- _Task item_:
Please set down the data word for word; images do not go in the copy.

(Dataset entries)
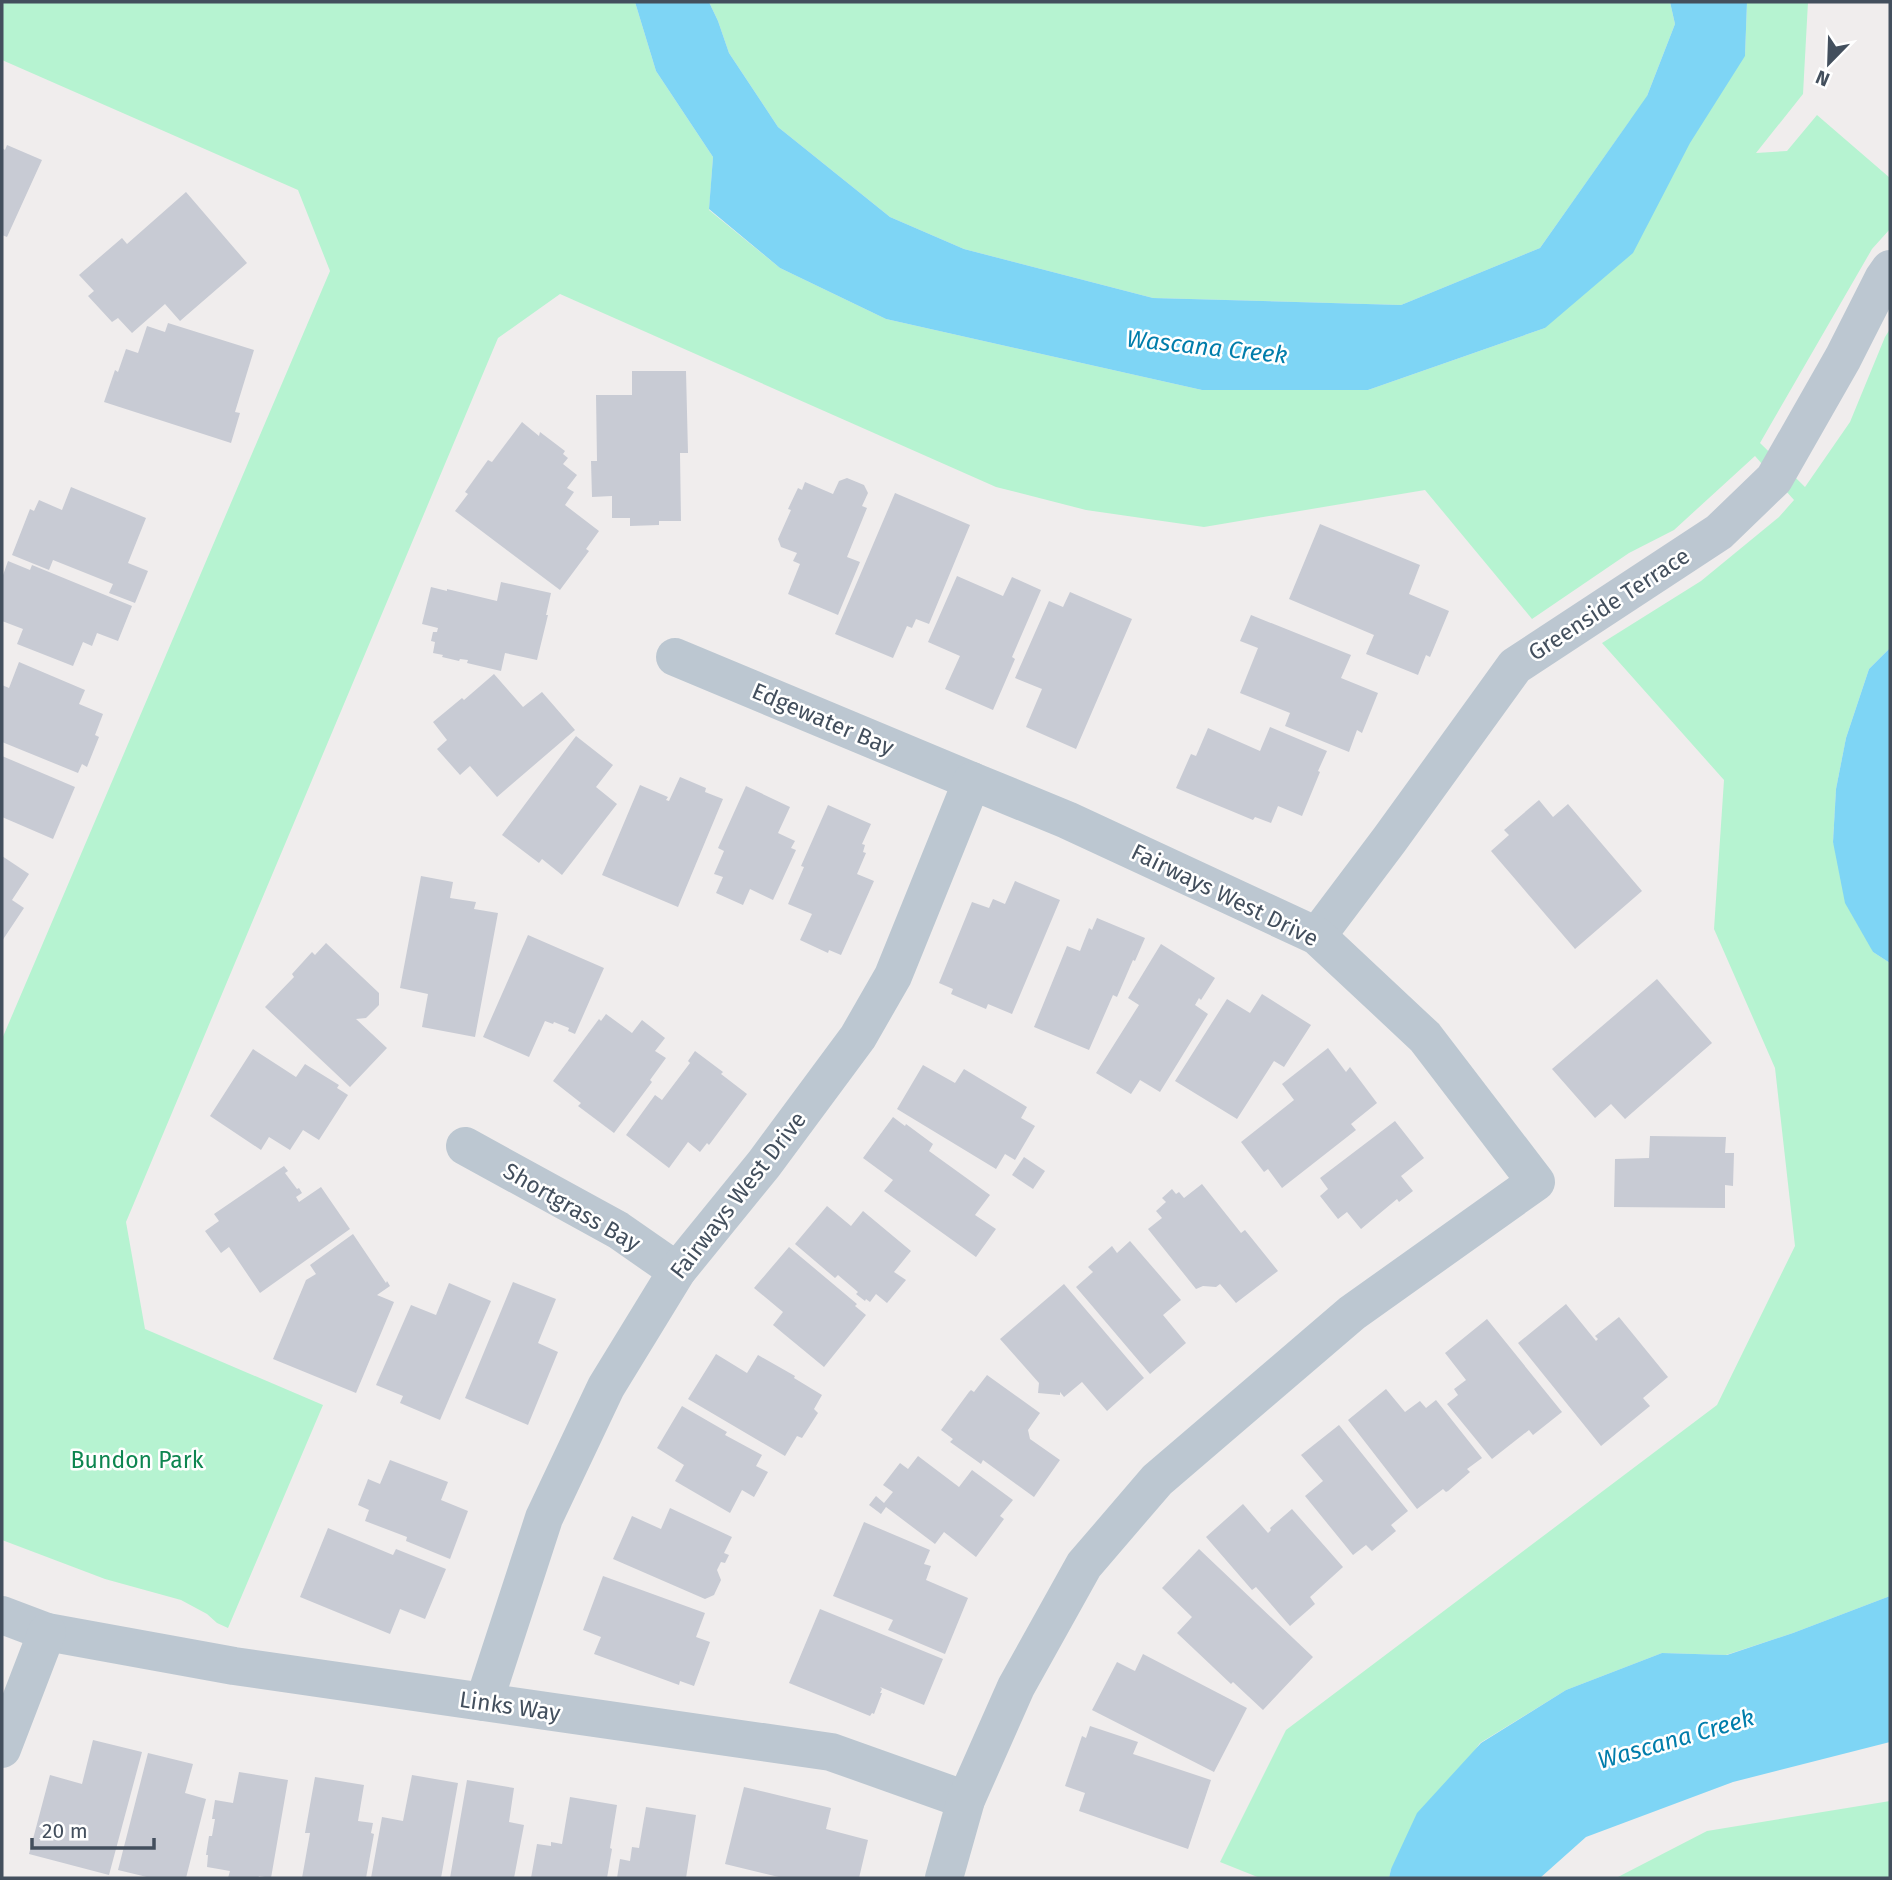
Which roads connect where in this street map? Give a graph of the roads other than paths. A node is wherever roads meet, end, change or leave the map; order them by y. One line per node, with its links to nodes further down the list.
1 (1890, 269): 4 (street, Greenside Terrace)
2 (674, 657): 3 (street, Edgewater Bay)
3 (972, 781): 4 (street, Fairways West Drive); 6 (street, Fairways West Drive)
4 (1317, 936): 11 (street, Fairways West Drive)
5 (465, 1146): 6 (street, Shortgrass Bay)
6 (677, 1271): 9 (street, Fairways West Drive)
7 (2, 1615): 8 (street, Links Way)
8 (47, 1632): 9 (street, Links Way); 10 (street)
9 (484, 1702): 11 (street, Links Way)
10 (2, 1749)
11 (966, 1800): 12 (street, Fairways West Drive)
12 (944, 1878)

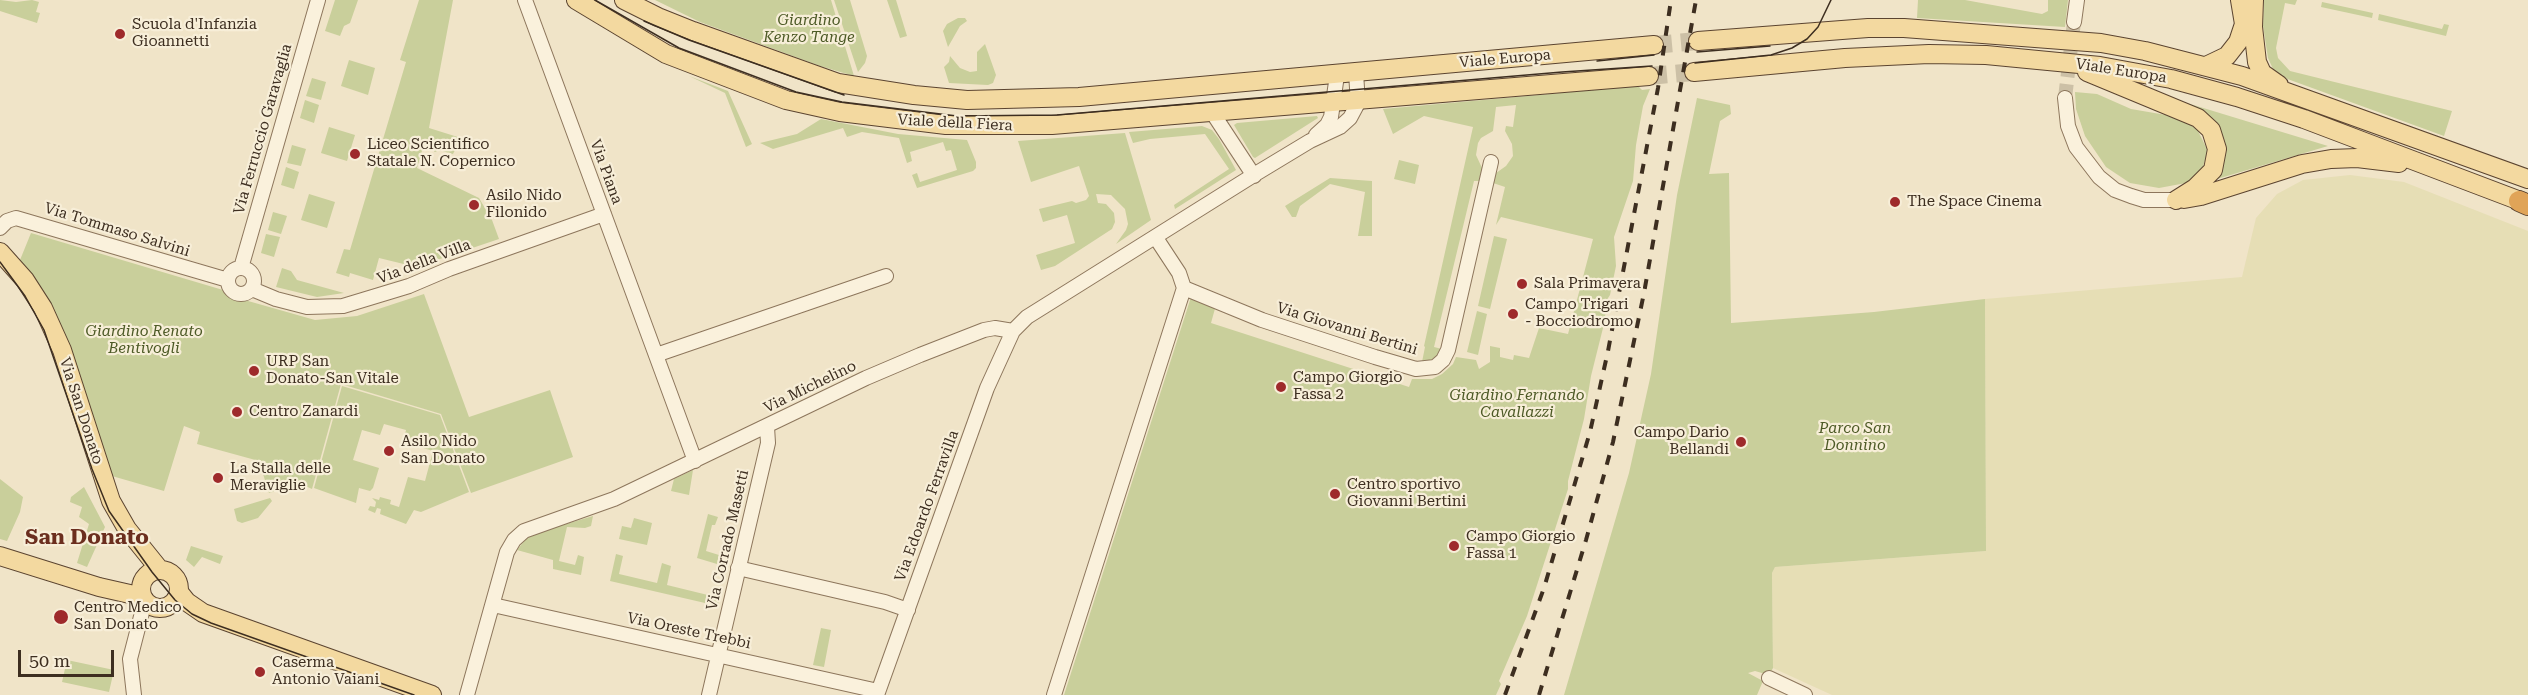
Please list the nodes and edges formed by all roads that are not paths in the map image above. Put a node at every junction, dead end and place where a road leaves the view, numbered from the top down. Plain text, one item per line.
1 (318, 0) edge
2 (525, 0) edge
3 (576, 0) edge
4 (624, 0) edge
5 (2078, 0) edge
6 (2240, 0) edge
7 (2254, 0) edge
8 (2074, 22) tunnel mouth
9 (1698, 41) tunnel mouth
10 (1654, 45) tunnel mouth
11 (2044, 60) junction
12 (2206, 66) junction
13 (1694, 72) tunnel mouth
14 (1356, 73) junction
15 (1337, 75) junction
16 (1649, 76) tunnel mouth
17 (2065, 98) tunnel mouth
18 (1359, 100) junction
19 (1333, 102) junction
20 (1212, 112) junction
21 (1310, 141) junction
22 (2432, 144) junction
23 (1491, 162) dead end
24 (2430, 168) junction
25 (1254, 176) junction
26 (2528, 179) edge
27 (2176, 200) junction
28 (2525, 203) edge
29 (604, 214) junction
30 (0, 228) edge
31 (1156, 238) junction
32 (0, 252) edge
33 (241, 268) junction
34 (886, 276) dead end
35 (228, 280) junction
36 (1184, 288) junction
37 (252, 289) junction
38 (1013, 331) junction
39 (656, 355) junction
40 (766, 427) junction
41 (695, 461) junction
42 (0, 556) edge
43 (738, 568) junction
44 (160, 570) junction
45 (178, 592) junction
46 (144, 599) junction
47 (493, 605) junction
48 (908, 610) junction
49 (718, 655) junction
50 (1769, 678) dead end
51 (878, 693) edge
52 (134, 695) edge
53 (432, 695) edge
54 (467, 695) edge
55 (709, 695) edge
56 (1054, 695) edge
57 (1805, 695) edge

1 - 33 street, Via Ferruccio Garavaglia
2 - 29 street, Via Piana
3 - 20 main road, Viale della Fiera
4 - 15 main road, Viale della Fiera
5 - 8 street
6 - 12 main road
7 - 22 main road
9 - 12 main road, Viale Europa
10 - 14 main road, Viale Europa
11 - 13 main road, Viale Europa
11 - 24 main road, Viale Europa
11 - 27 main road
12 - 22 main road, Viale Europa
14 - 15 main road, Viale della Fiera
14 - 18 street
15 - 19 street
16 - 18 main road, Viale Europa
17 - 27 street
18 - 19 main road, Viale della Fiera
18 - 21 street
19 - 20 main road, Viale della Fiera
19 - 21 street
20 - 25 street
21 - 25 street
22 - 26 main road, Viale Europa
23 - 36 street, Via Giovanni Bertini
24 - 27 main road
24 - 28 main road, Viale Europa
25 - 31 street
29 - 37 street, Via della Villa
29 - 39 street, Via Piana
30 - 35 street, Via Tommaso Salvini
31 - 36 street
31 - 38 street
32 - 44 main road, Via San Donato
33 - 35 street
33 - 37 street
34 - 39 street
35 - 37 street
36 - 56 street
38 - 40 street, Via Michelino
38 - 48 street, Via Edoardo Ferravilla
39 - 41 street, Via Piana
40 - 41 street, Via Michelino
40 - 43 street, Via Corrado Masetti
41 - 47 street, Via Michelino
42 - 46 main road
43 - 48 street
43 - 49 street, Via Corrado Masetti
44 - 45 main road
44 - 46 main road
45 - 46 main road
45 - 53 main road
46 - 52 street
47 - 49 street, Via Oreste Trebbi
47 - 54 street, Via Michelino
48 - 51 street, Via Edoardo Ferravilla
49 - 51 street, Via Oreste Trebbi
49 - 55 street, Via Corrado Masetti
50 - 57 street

- _Response to this task_:
Which roads connect where in this street map? Give a graph of the roads other than paths. A node is wherever roads meet, end, change or leave the map; order them by y. One line per node, with its links to nodes further down the list.
1 (1890, 269): 4 (street, Greenside Terrace)
2 (674, 657): 3 (street, Edgewater Bay)
3 (972, 781): 4 (street, Fairways West Drive); 6 (street, Fairways West Drive)
4 (1317, 936): 11 (street, Fairways West Drive)
5 (465, 1146): 6 (street, Shortgrass Bay)
6 (677, 1271): 9 (street, Fairways West Drive)
7 (2, 1615): 8 (street, Links Way)
8 (47, 1632): 9 (street, Links Way); 10 (street)
9 (484, 1702): 11 (street, Links Way)
10 (2, 1749)
11 (966, 1800): 12 (street, Fairways West Drive)
12 (944, 1878)

Please list the nodes and edges formed by all roads that are not paths in the map image above. Put a node at every junction, dead end and place where a road leaves the view, numbered from the top down. Plain text, one item per line.
1 (318, 0) edge
2 (525, 0) edge
3 (576, 0) edge
4 (624, 0) edge
5 (2078, 0) edge
6 (2240, 0) edge
7 (2254, 0) edge
8 (2074, 22) tunnel mouth
9 (1698, 41) tunnel mouth
10 (1654, 45) tunnel mouth
11 (2044, 60) junction
12 (2206, 66) junction
13 (1694, 72) tunnel mouth
14 (1356, 73) junction
15 (1337, 75) junction
16 (1649, 76) tunnel mouth
17 (2065, 98) tunnel mouth
18 (1359, 100) junction
19 (1333, 102) junction
20 (1212, 112) junction
21 (1310, 141) junction
22 (2432, 144) junction
23 (1491, 162) dead end
24 (2430, 168) junction
25 (1254, 176) junction
26 (2528, 179) edge
27 (2176, 200) junction
28 (2525, 203) edge
29 (604, 214) junction
30 (0, 228) edge
31 (1156, 238) junction
32 (0, 252) edge
33 (241, 268) junction
34 (886, 276) dead end
35 (228, 280) junction
36 (1184, 288) junction
37 (252, 289) junction
38 (1013, 331) junction
39 (656, 355) junction
40 (766, 427) junction
41 (695, 461) junction
42 (0, 556) edge
43 (738, 568) junction
44 (160, 570) junction
45 (178, 592) junction
46 (144, 599) junction
47 (493, 605) junction
48 (908, 610) junction
49 (718, 655) junction
50 (1769, 678) dead end
51 (878, 693) edge
52 (134, 695) edge
53 (432, 695) edge
54 (467, 695) edge
55 (709, 695) edge
56 (1054, 695) edge
57 (1805, 695) edge

1 - 33 street, Via Ferruccio Garavaglia
2 - 29 street, Via Piana
3 - 20 main road, Viale della Fiera
4 - 15 main road, Viale della Fiera
5 - 8 street
6 - 12 main road
7 - 22 main road
9 - 12 main road, Viale Europa
10 - 14 main road, Viale Europa
11 - 13 main road, Viale Europa
11 - 24 main road, Viale Europa
11 - 27 main road
12 - 22 main road, Viale Europa
14 - 15 main road, Viale della Fiera
14 - 18 street
15 - 19 street
16 - 18 main road, Viale Europa
17 - 27 street
18 - 19 main road, Viale della Fiera
18 - 21 street
19 - 20 main road, Viale della Fiera
19 - 21 street
20 - 25 street
21 - 25 street
22 - 26 main road, Viale Europa
23 - 36 street, Via Giovanni Bertini
24 - 27 main road
24 - 28 main road, Viale Europa
25 - 31 street
29 - 37 street, Via della Villa
29 - 39 street, Via Piana
30 - 35 street, Via Tommaso Salvini
31 - 36 street
31 - 38 street
32 - 44 main road, Via San Donato
33 - 35 street
33 - 37 street
34 - 39 street
35 - 37 street
36 - 56 street
38 - 40 street, Via Michelino
38 - 48 street, Via Edoardo Ferravilla
39 - 41 street, Via Piana
40 - 41 street, Via Michelino
40 - 43 street, Via Corrado Masetti
41 - 47 street, Via Michelino
42 - 46 main road
43 - 48 street
43 - 49 street, Via Corrado Masetti
44 - 45 main road
44 - 46 main road
45 - 46 main road
45 - 53 main road
46 - 52 street
47 - 49 street, Via Oreste Trebbi
47 - 54 street, Via Michelino
48 - 51 street, Via Edoardo Ferravilla
49 - 51 street, Via Oreste Trebbi
49 - 55 street, Via Corrado Masetti
50 - 57 street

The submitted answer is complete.